Material to process below:

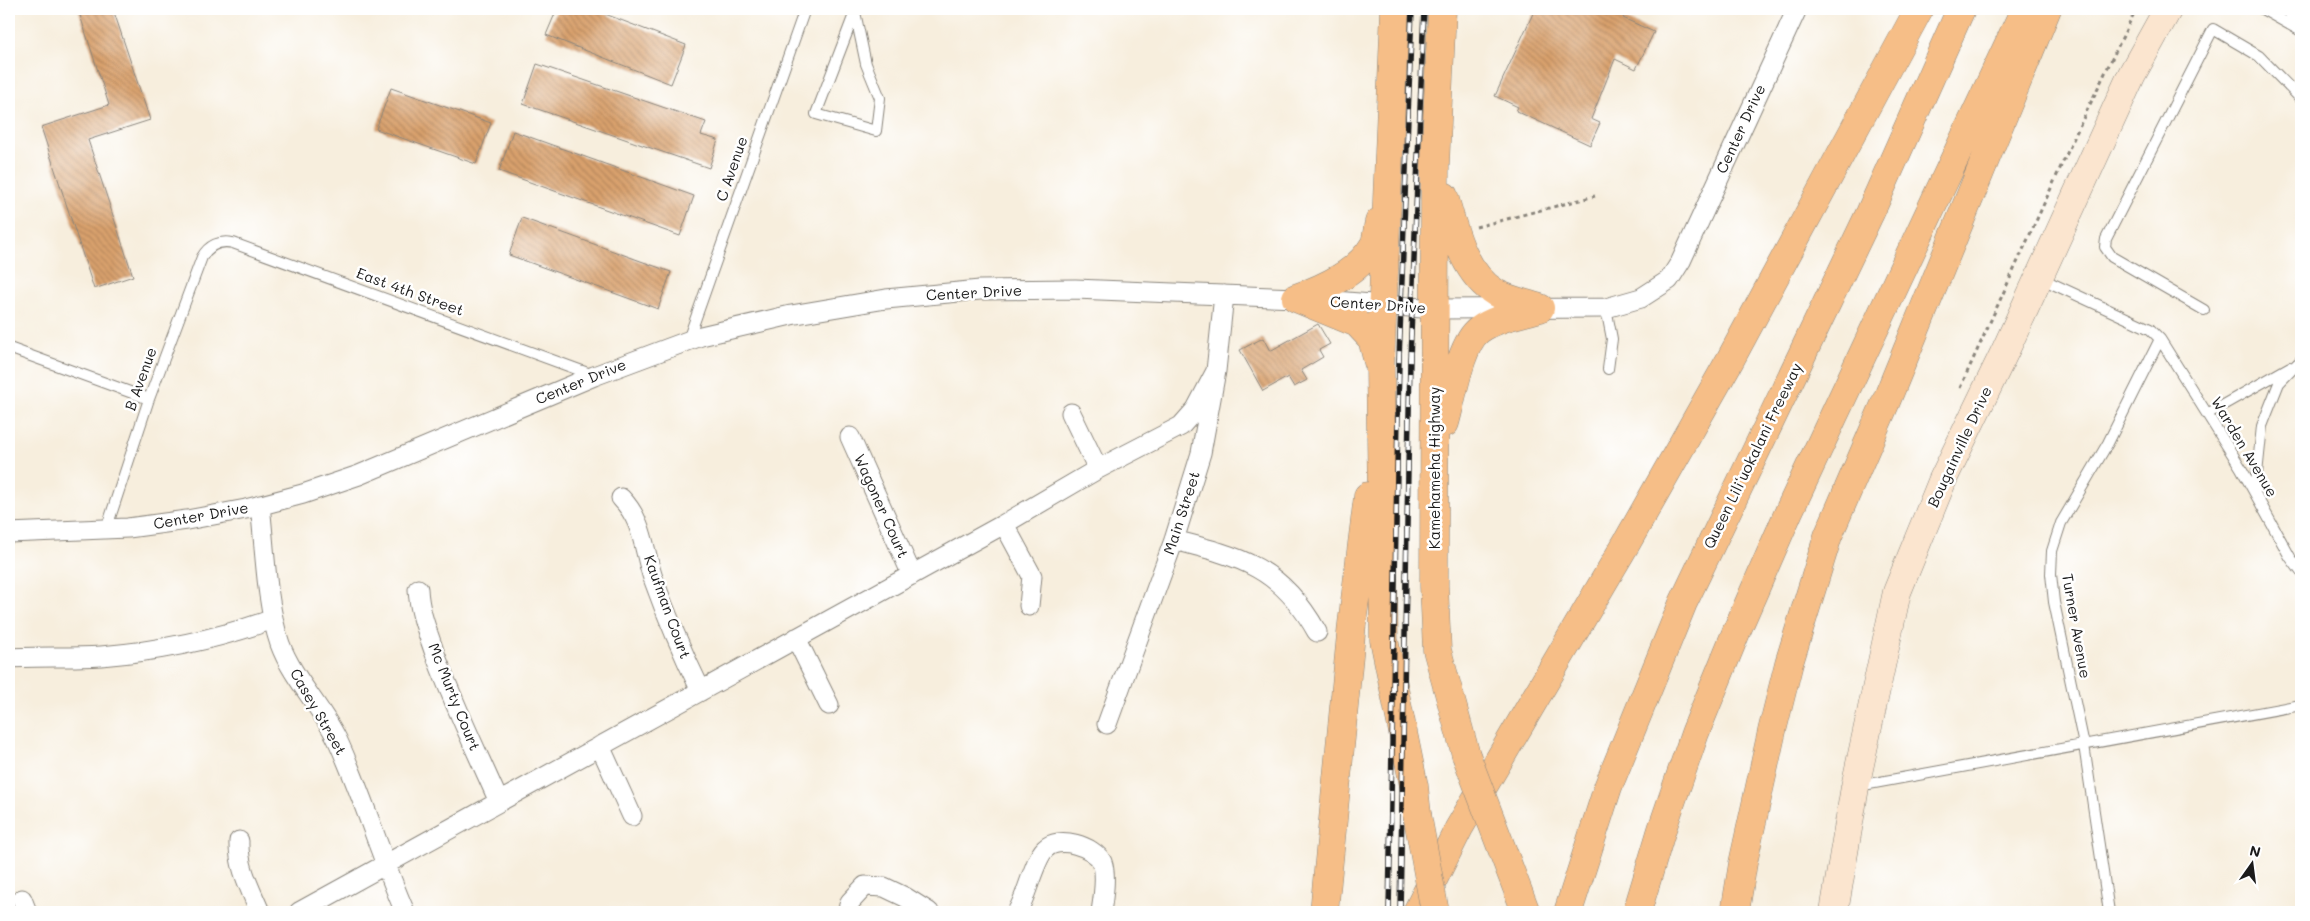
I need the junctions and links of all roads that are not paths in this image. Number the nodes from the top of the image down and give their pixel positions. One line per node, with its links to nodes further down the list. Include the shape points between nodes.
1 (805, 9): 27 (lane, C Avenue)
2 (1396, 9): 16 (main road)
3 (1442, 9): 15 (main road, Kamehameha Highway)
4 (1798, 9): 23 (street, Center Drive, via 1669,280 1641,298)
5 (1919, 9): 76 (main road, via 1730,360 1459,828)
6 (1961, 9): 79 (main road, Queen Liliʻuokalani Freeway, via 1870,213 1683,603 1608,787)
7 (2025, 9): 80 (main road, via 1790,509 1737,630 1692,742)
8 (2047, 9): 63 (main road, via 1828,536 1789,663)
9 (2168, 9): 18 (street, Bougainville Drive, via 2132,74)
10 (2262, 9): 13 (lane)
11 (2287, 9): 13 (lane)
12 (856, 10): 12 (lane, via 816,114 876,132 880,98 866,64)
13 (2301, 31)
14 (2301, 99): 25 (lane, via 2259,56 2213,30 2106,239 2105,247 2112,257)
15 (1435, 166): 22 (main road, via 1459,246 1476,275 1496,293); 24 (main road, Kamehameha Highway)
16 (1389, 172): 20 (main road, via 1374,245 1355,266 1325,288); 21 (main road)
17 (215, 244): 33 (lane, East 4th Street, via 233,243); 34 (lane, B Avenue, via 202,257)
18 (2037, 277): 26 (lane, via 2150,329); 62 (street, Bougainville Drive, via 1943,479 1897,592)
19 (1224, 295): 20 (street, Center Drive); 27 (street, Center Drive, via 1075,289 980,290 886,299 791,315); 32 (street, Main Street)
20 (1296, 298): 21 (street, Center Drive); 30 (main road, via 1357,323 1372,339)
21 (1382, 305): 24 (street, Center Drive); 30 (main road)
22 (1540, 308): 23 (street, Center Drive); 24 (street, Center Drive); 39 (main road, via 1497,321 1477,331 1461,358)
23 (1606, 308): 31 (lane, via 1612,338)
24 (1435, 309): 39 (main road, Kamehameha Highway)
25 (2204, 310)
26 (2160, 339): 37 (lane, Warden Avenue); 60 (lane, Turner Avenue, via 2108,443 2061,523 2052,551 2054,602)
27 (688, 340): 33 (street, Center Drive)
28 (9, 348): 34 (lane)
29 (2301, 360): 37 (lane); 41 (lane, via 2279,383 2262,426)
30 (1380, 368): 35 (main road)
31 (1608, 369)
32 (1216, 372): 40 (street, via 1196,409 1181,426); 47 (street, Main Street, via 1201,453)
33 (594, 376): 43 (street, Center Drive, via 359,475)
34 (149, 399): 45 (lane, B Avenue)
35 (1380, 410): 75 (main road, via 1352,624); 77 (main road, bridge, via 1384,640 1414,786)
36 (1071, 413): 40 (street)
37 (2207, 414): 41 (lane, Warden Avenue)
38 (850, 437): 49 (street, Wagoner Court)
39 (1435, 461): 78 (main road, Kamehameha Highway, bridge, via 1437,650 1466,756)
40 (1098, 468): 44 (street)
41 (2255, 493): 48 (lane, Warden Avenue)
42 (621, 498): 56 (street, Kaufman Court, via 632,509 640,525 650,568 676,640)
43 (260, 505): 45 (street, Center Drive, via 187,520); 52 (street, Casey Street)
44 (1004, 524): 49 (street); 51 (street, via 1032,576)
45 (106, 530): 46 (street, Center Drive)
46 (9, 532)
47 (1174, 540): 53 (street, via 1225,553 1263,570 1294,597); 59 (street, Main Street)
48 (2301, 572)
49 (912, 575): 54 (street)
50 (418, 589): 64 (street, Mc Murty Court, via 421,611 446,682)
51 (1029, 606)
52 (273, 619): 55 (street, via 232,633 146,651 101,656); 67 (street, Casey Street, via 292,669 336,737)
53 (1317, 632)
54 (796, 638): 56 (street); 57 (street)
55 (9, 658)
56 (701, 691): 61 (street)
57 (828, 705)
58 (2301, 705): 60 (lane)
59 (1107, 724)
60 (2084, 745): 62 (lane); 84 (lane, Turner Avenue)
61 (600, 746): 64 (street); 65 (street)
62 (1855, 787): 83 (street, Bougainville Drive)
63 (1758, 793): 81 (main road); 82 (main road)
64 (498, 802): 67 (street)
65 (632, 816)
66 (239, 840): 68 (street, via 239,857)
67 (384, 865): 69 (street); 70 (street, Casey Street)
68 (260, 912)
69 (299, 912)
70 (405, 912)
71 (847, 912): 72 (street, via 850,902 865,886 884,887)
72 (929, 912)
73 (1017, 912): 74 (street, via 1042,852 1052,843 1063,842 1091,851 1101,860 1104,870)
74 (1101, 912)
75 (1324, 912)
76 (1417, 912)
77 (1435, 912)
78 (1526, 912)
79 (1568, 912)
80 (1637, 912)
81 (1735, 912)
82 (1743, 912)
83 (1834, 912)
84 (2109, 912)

End of Material to process.
Material to process below:

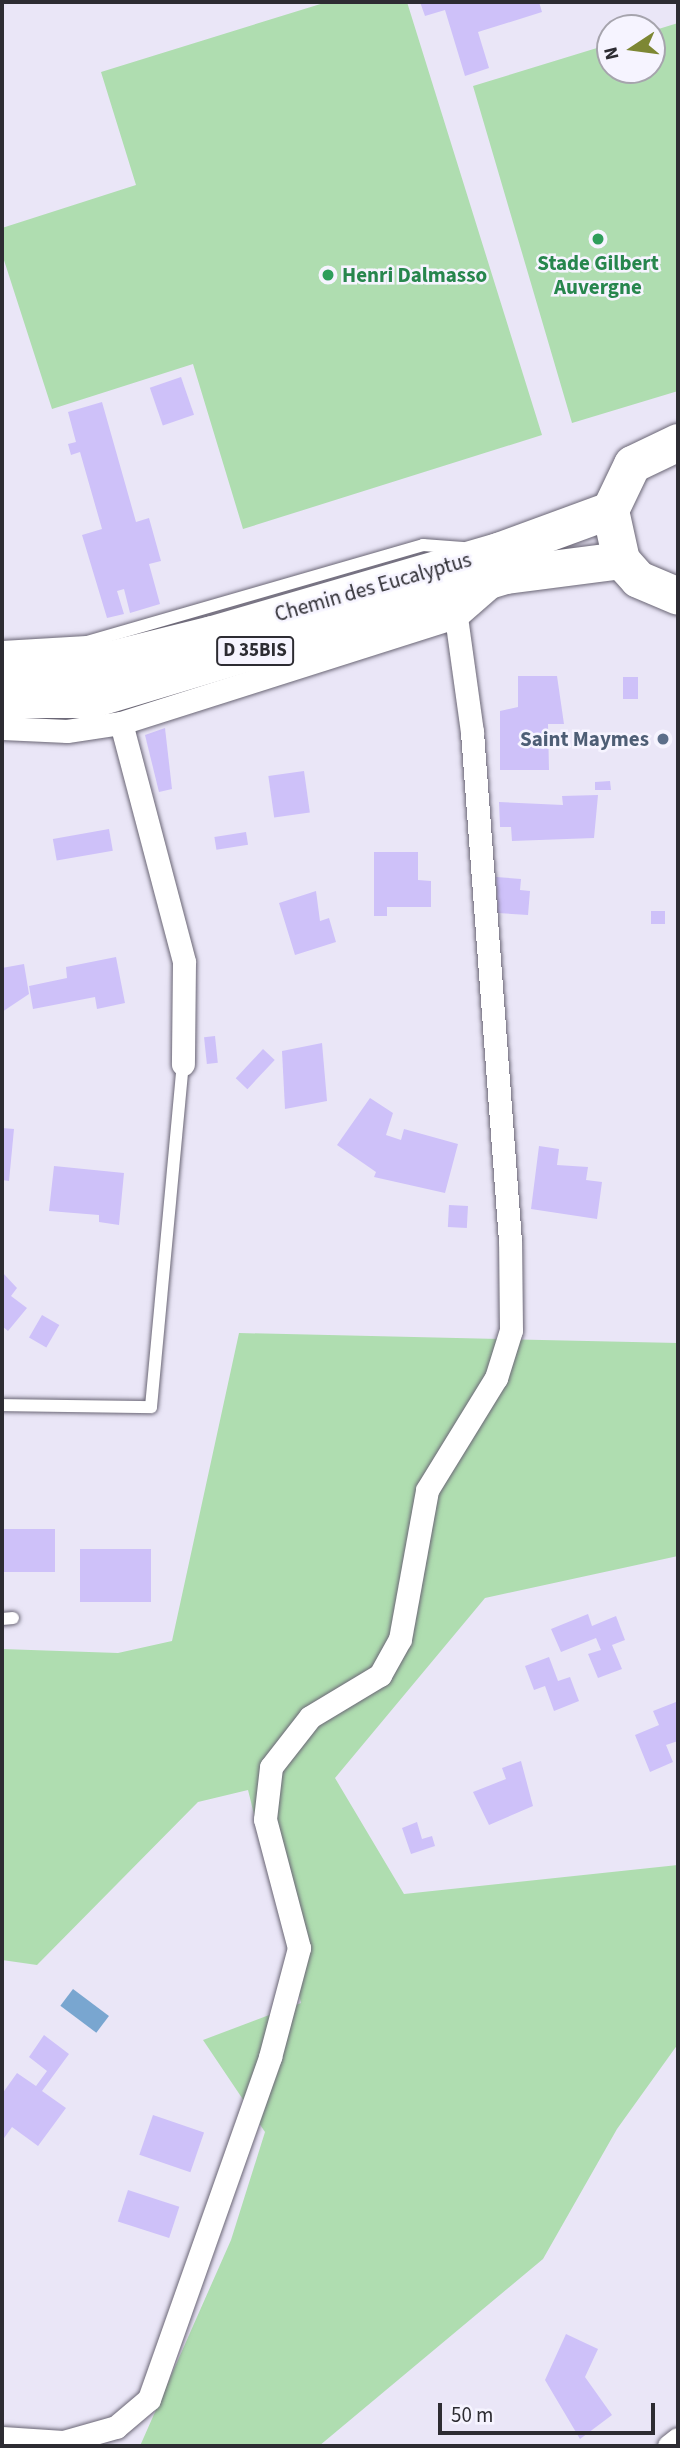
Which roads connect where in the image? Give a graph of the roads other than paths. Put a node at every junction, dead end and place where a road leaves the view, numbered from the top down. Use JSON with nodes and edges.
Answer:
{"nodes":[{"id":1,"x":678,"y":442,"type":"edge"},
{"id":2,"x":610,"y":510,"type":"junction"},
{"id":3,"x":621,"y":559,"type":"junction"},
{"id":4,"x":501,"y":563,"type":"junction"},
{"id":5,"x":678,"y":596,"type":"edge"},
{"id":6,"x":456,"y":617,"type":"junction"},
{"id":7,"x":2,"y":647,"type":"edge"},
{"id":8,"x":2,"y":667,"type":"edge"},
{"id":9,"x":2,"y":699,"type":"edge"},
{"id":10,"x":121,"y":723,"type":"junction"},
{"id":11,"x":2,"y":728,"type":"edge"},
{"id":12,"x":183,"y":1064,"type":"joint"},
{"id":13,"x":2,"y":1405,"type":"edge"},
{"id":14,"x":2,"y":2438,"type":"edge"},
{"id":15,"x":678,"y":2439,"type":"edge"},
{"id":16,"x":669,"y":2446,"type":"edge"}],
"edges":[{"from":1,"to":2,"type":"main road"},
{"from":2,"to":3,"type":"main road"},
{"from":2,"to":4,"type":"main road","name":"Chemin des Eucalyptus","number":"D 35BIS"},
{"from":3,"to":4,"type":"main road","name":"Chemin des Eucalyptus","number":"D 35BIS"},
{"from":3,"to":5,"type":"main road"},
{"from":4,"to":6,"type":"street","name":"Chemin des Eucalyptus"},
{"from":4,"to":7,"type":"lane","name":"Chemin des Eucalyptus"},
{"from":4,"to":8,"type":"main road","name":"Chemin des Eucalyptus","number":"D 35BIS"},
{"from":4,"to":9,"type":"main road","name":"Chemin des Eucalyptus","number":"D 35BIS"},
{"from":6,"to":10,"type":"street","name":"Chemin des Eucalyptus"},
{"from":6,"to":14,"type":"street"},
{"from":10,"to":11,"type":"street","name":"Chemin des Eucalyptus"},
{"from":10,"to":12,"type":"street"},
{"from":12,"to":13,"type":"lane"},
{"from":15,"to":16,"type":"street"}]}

End of Material to process.
Material to process below:

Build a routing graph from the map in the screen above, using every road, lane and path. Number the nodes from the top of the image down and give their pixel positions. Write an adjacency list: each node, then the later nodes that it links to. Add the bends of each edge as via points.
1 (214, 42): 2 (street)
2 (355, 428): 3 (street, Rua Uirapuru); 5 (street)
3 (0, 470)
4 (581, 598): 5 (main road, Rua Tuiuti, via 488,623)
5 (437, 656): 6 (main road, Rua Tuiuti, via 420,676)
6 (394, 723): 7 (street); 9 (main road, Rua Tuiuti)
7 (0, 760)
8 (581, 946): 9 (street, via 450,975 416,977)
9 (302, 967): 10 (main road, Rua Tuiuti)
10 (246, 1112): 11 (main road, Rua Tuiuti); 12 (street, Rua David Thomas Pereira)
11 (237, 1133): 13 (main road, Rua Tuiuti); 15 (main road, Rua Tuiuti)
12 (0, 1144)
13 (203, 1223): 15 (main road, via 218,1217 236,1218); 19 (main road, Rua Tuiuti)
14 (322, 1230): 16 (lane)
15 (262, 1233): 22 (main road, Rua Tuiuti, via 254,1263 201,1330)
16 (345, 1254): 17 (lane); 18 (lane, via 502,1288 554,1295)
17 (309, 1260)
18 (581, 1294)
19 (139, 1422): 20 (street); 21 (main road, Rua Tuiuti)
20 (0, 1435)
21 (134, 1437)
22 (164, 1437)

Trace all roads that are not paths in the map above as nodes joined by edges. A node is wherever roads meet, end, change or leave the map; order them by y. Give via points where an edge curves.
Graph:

End of Material to process.

Looking at the records above, work out how many lines include the word "where", then give that number by itself.

2